Segment Start: Given information
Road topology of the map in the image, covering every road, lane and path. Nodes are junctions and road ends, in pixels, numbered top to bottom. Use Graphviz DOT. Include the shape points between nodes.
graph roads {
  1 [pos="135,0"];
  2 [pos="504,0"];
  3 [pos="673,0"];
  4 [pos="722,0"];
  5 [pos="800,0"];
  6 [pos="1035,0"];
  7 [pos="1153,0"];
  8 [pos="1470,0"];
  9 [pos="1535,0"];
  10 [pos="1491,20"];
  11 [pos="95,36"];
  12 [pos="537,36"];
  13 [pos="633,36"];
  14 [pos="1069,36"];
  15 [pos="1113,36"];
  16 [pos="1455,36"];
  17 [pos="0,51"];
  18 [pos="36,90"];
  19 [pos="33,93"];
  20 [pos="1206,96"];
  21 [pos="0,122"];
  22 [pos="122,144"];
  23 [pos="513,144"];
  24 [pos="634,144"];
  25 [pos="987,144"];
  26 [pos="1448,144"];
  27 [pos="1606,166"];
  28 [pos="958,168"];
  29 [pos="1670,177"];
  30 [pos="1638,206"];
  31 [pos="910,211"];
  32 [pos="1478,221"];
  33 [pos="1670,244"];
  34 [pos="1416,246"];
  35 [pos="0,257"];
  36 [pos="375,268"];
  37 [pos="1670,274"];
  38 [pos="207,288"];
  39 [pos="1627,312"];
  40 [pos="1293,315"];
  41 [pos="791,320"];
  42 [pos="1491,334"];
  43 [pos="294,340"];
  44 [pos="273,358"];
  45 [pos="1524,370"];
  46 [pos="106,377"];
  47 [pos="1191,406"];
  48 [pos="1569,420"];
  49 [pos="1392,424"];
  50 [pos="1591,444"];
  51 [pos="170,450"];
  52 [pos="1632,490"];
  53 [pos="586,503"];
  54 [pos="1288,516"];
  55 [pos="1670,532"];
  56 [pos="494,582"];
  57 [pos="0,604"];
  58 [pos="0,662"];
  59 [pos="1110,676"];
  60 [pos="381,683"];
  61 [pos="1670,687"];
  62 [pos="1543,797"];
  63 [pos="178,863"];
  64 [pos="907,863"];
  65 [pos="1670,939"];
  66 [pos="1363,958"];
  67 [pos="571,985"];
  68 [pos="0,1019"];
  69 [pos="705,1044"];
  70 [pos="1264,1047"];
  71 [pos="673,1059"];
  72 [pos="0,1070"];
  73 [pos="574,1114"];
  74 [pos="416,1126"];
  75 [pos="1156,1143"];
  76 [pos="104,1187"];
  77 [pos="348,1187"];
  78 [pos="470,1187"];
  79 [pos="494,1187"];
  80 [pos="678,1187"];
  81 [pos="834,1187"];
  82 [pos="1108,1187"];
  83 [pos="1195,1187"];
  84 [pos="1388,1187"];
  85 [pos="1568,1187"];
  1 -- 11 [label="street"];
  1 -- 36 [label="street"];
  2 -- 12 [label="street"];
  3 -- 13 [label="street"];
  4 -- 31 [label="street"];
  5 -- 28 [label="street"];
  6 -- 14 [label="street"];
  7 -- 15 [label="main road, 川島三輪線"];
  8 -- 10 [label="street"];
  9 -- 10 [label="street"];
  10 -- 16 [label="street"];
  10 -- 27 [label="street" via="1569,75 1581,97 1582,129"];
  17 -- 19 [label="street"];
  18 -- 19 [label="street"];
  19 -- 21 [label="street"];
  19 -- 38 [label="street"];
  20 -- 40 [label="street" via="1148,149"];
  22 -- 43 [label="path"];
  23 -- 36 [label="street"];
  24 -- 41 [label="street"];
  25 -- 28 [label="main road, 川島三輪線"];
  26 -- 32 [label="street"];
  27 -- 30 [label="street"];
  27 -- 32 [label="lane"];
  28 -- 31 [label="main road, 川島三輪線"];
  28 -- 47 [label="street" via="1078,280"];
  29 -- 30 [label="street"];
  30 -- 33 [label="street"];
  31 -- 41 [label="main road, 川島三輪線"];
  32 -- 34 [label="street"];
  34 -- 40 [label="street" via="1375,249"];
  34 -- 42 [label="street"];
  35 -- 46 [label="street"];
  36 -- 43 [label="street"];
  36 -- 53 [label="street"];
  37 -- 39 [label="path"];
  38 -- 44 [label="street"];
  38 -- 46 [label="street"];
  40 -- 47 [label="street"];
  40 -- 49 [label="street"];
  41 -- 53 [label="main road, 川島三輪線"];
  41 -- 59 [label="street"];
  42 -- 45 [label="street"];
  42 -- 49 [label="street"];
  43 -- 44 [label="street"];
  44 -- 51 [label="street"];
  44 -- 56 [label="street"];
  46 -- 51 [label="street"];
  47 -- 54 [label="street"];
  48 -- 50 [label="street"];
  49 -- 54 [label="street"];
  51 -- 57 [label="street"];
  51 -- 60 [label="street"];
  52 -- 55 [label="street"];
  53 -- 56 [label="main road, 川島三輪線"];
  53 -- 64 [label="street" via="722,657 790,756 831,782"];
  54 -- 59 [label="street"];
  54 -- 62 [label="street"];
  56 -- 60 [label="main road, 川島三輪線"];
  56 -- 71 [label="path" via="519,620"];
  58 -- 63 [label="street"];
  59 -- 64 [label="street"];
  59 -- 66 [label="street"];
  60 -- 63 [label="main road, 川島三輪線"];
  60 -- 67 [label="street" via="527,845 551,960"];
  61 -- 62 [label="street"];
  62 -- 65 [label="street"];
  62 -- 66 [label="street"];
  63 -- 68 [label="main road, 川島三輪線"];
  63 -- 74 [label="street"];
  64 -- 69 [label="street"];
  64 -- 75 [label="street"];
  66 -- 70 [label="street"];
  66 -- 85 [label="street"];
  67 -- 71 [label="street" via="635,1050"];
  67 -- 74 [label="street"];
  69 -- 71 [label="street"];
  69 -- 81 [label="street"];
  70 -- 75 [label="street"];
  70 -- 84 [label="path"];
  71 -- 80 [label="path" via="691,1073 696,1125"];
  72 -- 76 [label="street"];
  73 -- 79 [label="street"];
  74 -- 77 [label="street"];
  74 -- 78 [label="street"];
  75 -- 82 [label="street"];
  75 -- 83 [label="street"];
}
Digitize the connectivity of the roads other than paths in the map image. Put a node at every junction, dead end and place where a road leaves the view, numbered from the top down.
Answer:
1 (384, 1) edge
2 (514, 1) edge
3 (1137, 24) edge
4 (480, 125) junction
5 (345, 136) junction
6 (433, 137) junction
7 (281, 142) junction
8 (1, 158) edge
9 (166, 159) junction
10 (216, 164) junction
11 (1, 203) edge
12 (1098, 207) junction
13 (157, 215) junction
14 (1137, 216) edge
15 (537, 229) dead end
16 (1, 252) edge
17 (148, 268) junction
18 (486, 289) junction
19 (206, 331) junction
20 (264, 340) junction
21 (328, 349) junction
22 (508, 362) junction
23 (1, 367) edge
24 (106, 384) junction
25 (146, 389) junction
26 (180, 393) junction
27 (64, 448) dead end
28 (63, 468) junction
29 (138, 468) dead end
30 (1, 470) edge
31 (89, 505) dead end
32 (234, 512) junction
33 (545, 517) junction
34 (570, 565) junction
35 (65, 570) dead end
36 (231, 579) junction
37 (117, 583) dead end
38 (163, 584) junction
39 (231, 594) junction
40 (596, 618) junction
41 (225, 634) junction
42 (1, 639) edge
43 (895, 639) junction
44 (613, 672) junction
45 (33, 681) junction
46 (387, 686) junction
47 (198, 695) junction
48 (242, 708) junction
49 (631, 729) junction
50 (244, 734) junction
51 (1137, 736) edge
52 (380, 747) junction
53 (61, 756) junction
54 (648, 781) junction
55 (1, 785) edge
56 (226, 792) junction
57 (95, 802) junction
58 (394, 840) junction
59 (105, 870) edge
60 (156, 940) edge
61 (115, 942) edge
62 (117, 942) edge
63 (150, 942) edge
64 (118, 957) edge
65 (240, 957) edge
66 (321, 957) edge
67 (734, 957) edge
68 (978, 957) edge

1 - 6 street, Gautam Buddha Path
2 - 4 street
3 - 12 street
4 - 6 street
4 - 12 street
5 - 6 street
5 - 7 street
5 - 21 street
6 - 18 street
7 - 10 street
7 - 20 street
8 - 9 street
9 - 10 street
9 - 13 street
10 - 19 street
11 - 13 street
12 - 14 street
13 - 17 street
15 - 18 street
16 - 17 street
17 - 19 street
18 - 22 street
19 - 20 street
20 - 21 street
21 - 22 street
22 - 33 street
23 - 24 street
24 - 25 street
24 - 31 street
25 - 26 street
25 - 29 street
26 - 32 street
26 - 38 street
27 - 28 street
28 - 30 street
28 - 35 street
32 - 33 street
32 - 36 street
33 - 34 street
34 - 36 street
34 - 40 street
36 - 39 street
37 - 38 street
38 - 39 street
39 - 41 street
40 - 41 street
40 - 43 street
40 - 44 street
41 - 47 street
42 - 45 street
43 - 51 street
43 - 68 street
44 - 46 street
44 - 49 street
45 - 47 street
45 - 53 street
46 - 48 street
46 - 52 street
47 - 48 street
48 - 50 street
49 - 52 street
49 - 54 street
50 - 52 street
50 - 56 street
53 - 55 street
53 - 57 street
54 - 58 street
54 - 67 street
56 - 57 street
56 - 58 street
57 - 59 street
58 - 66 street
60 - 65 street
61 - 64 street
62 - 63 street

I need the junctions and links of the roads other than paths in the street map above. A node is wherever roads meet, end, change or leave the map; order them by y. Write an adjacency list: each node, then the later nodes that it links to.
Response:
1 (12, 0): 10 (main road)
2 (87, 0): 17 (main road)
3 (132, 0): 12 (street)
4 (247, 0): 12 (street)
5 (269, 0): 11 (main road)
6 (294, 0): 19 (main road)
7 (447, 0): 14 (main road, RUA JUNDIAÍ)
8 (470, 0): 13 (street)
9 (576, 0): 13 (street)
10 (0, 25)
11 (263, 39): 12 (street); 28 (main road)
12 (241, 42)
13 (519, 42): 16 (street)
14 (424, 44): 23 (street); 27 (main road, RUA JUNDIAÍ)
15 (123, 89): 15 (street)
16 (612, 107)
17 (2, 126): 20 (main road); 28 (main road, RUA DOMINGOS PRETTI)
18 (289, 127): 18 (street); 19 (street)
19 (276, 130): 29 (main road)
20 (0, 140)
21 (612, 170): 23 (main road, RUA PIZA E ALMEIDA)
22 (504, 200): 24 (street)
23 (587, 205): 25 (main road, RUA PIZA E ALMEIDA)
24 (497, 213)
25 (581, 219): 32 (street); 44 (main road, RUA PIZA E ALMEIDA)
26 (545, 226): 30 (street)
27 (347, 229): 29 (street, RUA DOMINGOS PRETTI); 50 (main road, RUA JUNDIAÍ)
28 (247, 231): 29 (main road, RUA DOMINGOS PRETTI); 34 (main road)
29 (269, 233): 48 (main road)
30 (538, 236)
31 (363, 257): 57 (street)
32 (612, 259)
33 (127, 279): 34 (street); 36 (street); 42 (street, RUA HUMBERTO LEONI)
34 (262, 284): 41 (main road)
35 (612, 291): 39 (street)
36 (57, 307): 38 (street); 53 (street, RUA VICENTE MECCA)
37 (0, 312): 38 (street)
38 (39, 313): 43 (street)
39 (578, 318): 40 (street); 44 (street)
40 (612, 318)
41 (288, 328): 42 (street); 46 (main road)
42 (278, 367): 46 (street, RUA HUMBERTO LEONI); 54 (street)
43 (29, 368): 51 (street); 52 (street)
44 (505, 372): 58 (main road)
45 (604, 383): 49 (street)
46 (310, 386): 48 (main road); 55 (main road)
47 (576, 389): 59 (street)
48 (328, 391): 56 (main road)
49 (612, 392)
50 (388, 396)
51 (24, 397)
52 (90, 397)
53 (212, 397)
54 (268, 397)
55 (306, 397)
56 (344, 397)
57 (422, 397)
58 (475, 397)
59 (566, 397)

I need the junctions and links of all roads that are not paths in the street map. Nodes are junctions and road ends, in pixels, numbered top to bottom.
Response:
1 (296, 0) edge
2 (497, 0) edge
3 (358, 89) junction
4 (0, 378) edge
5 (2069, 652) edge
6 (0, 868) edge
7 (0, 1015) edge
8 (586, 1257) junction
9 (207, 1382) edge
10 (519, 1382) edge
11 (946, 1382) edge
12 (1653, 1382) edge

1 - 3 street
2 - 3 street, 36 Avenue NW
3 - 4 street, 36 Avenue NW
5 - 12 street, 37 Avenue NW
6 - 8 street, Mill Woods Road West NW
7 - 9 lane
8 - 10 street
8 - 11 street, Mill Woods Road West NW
Segment End: Given information
- **Problem requirements**: Each line from the one containing "I need the junctions and links of all" to the last line above must be returned exactly, and no line outside that range.

- **Solution for this exercise**:
I need the junctions and links of all roads that are not paths in the street map. Nodes are junctions and road ends, in pixels, numbered top to bottom.
Response:
1 (296, 0) edge
2 (497, 0) edge
3 (358, 89) junction
4 (0, 378) edge
5 (2069, 652) edge
6 (0, 868) edge
7 (0, 1015) edge
8 (586, 1257) junction
9 (207, 1382) edge
10 (519, 1382) edge
11 (946, 1382) edge
12 (1653, 1382) edge

1 - 3 street
2 - 3 street, 36 Avenue NW
3 - 4 street, 36 Avenue NW
5 - 12 street, 37 Avenue NW
6 - 8 street, Mill Woods Road West NW
7 - 9 lane
8 - 10 street
8 - 11 street, Mill Woods Road West NW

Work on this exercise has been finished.